▶ Activity: The answer must consist of every line below containing "lane".

▶ Collected data entries:
§ §

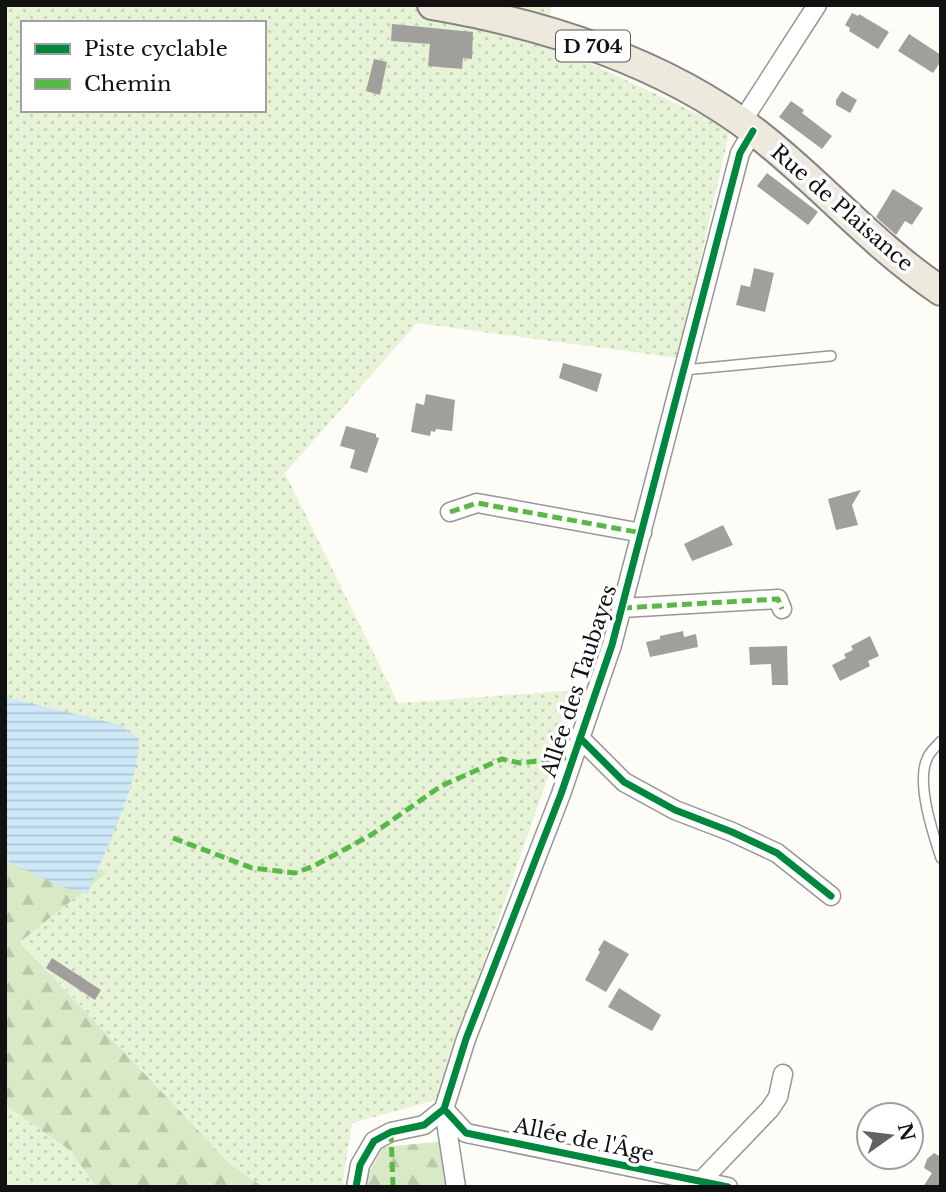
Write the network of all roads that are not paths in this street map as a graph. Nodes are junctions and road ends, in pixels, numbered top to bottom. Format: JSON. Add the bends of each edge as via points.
{"nodes":[{"id":1,"x":432,"y":5,"type":"edge"},
{"id":2,"x":817,"y":5,"type":"edge"},
{"id":3,"x":747,"y":127,"type":"junction"},
{"id":4,"x":936,"y":284,"type":"edge"},
{"id":5,"x":831,"y":356,"type":"dead end"},
{"id":6,"x":684,"y":370,"type":"junction"},
{"id":7,"x":450,"y":512,"type":"dead end"},
{"id":8,"x":642,"y":533,"type":"junction"},
{"id":9,"x":622,"y":608,"type":"junction"},
{"id":10,"x":782,"y":609,"type":"dead end"},
{"id":11,"x":580,"y":738,"type":"junction"},
{"id":12,"x":941,"y":741,"type":"edge"},
{"id":13,"x":941,"y":858,"type":"edge"},
{"id":14,"x":831,"y":896,"type":"dead end"},
{"id":15,"x":783,"y":1074,"type":"dead end"},
{"id":16,"x":444,"y":1109,"type":"junction"},
{"id":17,"x":701,"y":1181,"type":"junction"},
{"id":18,"x":356,"y":1187,"type":"edge"},
{"id":19,"x":456,"y":1187,"type":"edge"},
{"id":20,"x":728,"y":1187,"type":"edge"}],
"edges":[{"from":1,"to":3,"type":"main road","name":"Rue de Plaisance","number":"D 704","via":[[500,18],[598,48],[688,90]]},
{"from":2,"to":3,"type":"street","name":"Allée des Taubayes"},
{"from":3,"to":4,"type":"main road","name":"Rue de Plaisance","number":"D 704","via":[[869,235]]},
{"from":3,"to":6,"type":"street","name":"Allée des Taubayes"},
{"from":5,"to":6,"type":"lane"},
{"from":6,"to":8,"type":"street","name":"Allée des Taubayes"},
{"from":7,"to":8,"type":"street","via":[[477,503]]},
{"from":8,"to":9,"type":"street","name":"Allée des Taubayes"},
{"from":9,"to":10,"type":"street","via":[[778,599]]},
{"from":9,"to":11,"type":"street","name":"Allée des Taubayes"},
{"from":11,"to":14,"type":"street","via":[[624,782],[675,810],[777,853]]},
{"from":11,"to":16,"type":"street","name":"Allée des Taubayes"},
{"from":12,"to":13,"type":"lane","via":[[927,759],[924,775]]},
{"from":15,"to":17,"type":"street","via":[[770,1109]]},
{"from":16,"to":17,"type":"street","name":"Allée de l'Âge","via":[[466,1133]]},
{"from":16,"to":18,"type":"street","via":[[424,1125],[374,1141],[360,1165]]},
{"from":16,"to":19,"type":"street"},
{"from":17,"to":20,"type":"street","name":"Allée de l'Âge"}]}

§ §

▶ The completed task:
{"from":5,"to":6,"type":"lane"},
{"from":12,"to":13,"type":"lane","via":[[927,759],[924,775]]},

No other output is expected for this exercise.